This year I decided to try making some vegan Thanksgiving dishes. I know there are a lot of people who hear the word “vegan” and turn their head. At one point in my life I did too. But after reading The China Study and watching a documentary called “Forks Over Knives” I am giving it some thought. In my house we have slowly started cutting out meat and we use mostly coconut or almond milk now in place of dairy milk. Trust me, after you watch the movie or read the book I think you will lean that way too. The changes have not been hard to make and they are even easier knowing I may be preventing heart disease, diabetes, and cancer from taking another life of a family member. Do I think everyone has to be 100% vegan? No. I am not, but where I can make the change I am doing it.
Read the synopsis of the movie below from www.forksoverknives.com.
FORKS OVER KNIVES:
What has happened to us? Despite the most advanced medical technology in the world, we are sicker than ever by nearly every measure.
Two out of every three of us are overweight. Cases of diabetes are exploding, especially amongst our younger population. About half of us are taking at least one prescription drug. Major medical operations have become routine, helping to drive health care costs to astronomical levels. Heart disease, cancer and stroke are the country’s three leading causes of death, even though billions are spent each year to “battle” these very conditions. Millions suffer from a host of other degenerative diseases.
Could it be there’s a single solution to all of these problems? A solution so comprehensive but so straightforward, that it’s mind-boggling that more of us haven’t taken it seriously?
FORKS OVER KNIVES examines the profound claim that most, if not all, of the degenerative diseases that afflict us can be controlled, or even reversed, by rejecting animal-based and processed foods.
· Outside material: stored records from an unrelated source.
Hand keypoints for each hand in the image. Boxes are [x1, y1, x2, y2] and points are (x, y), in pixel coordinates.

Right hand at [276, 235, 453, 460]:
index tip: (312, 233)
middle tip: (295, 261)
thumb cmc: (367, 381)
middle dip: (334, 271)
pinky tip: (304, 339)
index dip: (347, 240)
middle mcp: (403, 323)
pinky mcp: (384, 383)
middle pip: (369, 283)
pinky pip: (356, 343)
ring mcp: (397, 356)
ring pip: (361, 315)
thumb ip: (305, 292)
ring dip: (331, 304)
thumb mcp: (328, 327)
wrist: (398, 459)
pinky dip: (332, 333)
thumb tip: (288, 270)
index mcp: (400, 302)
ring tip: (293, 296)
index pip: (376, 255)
The major storyline in the film traces the personal journeys of a pair of pioneering researchers, Dr. T. Colin Campbell and Dr. Caldwell Esselstyn.
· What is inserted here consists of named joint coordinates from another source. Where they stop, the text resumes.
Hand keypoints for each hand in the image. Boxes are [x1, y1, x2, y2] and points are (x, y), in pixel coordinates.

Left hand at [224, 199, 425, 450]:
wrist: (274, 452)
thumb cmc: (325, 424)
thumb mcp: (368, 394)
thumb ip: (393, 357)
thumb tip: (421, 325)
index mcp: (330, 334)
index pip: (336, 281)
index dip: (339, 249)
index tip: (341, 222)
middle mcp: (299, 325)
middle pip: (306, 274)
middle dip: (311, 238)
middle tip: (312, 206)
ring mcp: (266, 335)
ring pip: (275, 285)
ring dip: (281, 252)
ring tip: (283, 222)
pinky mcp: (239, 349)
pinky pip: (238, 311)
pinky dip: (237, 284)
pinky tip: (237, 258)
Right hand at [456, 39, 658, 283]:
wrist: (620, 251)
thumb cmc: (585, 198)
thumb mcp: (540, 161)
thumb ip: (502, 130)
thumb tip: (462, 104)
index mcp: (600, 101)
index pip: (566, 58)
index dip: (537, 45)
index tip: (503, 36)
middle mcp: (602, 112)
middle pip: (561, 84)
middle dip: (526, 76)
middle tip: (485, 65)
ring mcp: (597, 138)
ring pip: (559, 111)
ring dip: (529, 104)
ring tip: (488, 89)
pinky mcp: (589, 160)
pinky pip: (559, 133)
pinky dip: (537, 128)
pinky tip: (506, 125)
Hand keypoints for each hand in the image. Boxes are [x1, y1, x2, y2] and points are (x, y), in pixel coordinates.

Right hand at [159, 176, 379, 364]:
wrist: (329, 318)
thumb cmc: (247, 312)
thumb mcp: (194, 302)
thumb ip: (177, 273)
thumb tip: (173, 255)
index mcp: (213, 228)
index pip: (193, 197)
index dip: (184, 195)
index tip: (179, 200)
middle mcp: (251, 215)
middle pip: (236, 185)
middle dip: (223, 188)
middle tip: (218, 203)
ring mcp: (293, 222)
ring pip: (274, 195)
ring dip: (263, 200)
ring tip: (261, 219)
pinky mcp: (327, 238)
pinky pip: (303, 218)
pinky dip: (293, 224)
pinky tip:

|Wild Rice and Quinoa Stuffing|
- 2 cups of vegetable stock
- 2 1/3 cups of water
- 1/2 tsp salt
- 1 1/2 cups wild rice
- 1/2 cup quinoa
- 2 tbsp olive oil
- 1 1/2 cups celery, diced
- 1 1/2 cups onion, diced
- 1/2 tsp. salt
- 4 cups diced whole wheat bread
- 1/2 cups green onion
- 1/4 cup parsley
- 1 tsp cajun seasoning
- 1 tbsp poultry seasoning
- 1 cup vegetable stock
- season to taste
- Preheat the oven to 350
- Bring water, 2 cups of vegetable stock, and 1/2 tsp salt to a boil
- Add wild rice, reduce heat to simmer, and cover
- With 15 minutes left on rice add the quinoa (rinse quinoa first, if needed)
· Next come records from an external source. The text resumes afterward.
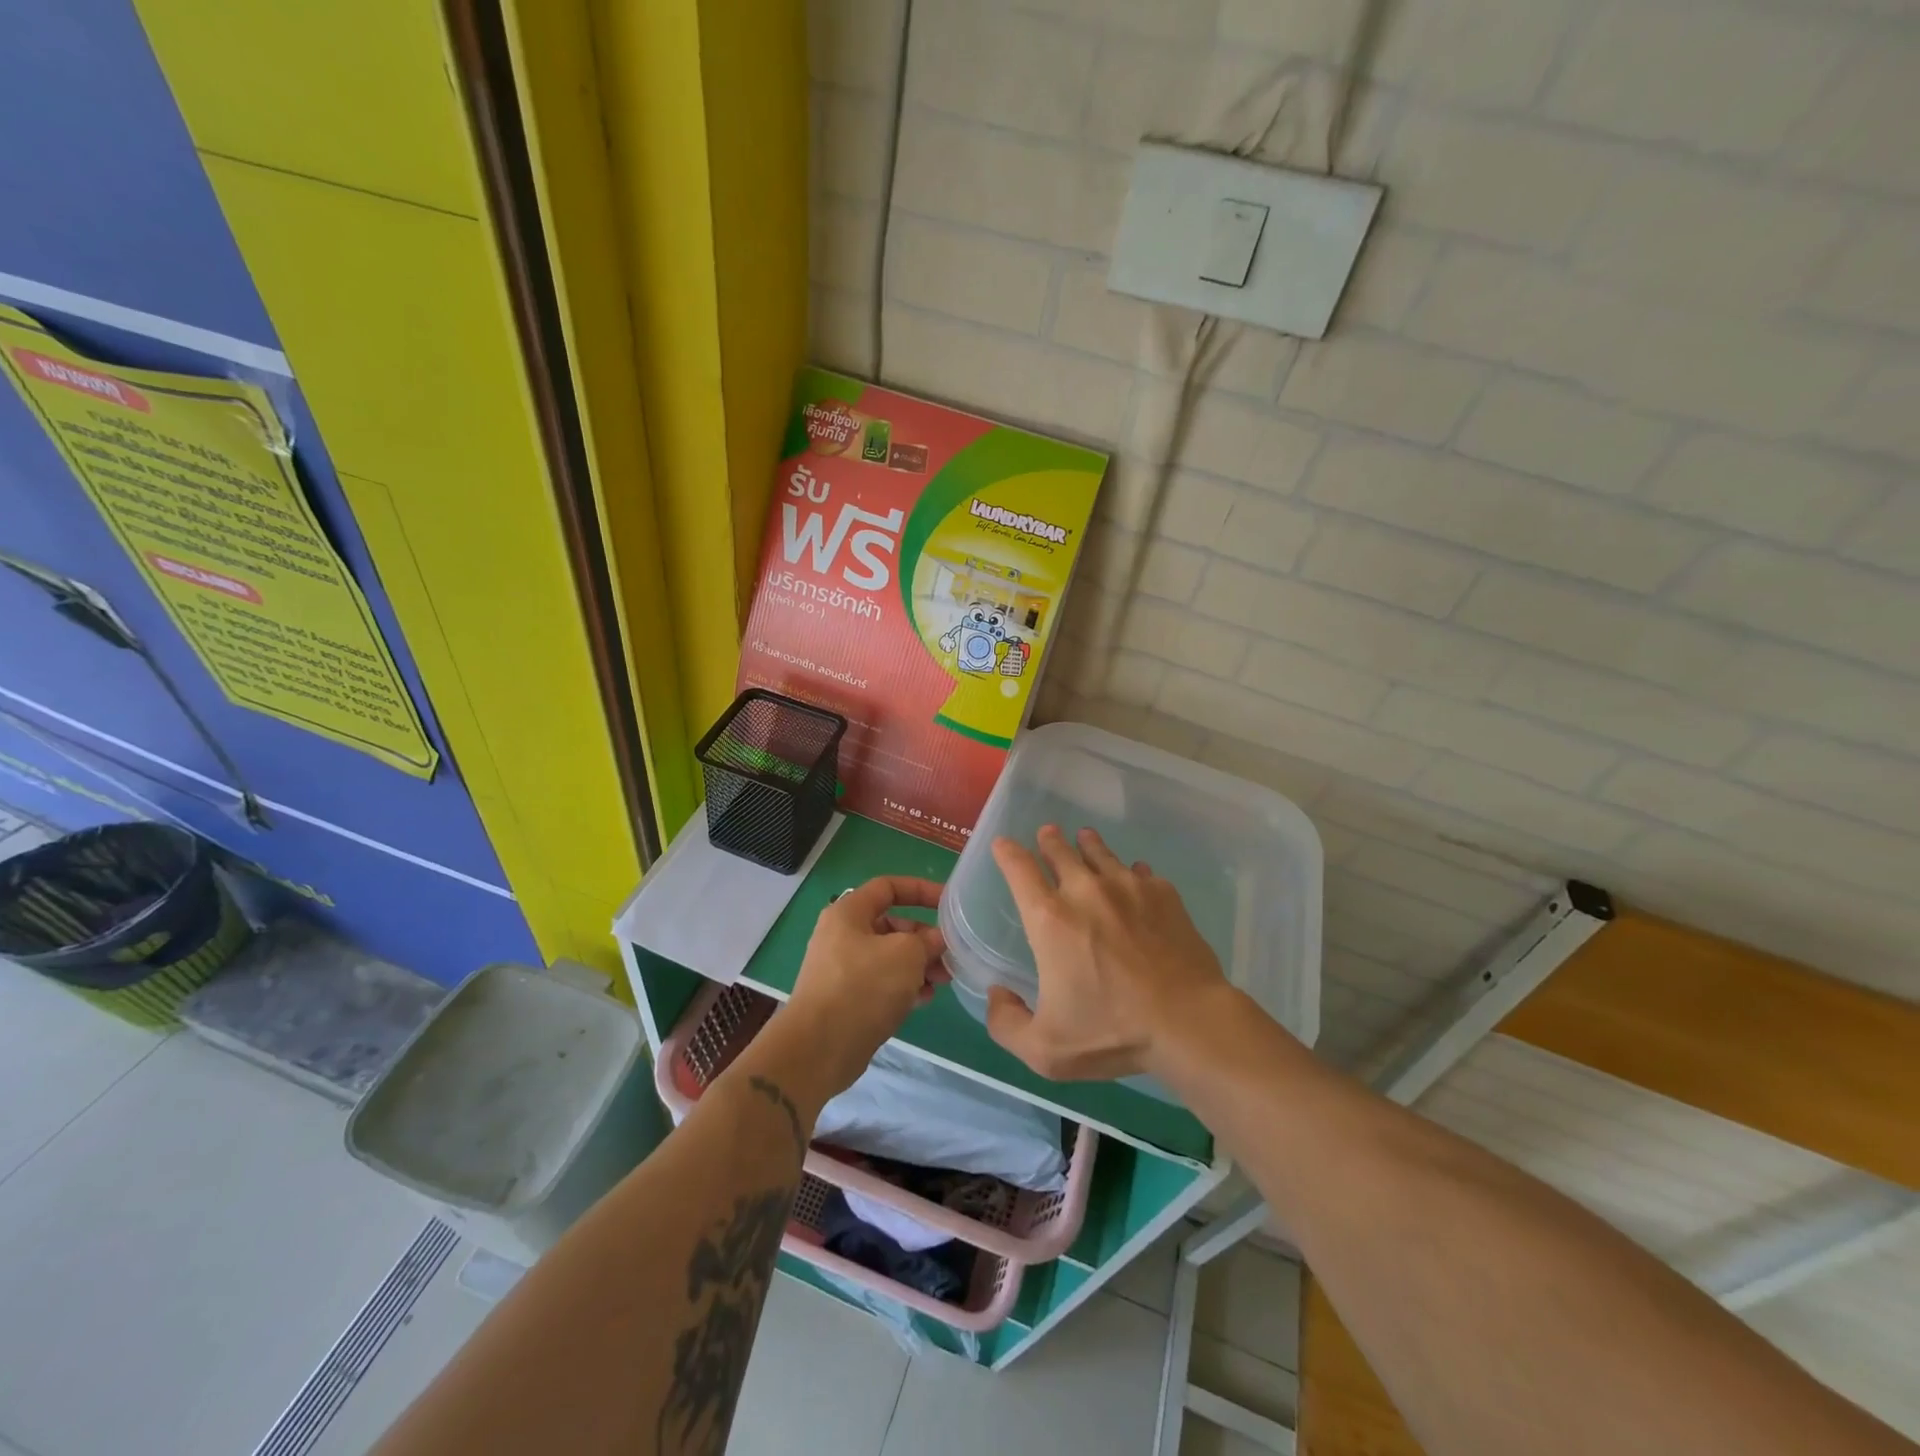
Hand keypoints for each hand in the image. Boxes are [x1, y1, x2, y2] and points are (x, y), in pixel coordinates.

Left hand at [782, 876, 947, 1096]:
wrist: (818, 1049)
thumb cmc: (863, 987)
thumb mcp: (905, 954)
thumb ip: (926, 940)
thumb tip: (936, 940)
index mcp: (849, 913)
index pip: (888, 887)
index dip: (921, 890)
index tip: (948, 903)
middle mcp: (842, 936)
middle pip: (891, 925)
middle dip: (924, 938)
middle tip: (948, 955)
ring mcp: (842, 969)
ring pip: (889, 957)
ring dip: (918, 965)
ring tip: (942, 981)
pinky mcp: (846, 999)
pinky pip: (881, 983)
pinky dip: (903, 987)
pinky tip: (923, 1000)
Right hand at [986, 825, 1232, 1081]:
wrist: (1188, 1021)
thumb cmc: (1112, 1032)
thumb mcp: (1045, 1049)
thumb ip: (1007, 1023)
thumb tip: (997, 994)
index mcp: (1050, 919)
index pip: (1019, 870)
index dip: (1007, 853)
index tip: (1003, 844)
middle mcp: (1085, 891)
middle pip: (1061, 852)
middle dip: (1050, 841)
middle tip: (1048, 833)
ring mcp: (1128, 887)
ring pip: (1101, 854)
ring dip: (1088, 845)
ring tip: (1086, 837)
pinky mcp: (1163, 894)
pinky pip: (1140, 872)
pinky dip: (1130, 872)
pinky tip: (1134, 876)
- Remove from heat when cooked.
- Heat olive oil in medium pot over medium-high heat
- Add onions, celery, 1/2 tsp salt and cook until translucent
- Transfer onions and celery to large mixing bowl and add the rice mixture
- Add bread, green onion, parsley, and seasonings and mix well
- Season with extra salt, and herbs if needed
- Spray 9×13 baking dish with non-stick cooking spray and pour stuffing in dish
- Add 3/4 – 1 cup vegetable stock over the top
- Bake at 350 for 40 minutes.
Quinoa (KEEN-wha) is an ancient grain very high in protein and fiber. You can find it at almost any grocery store. I have even seen it at our local Wal-Mart.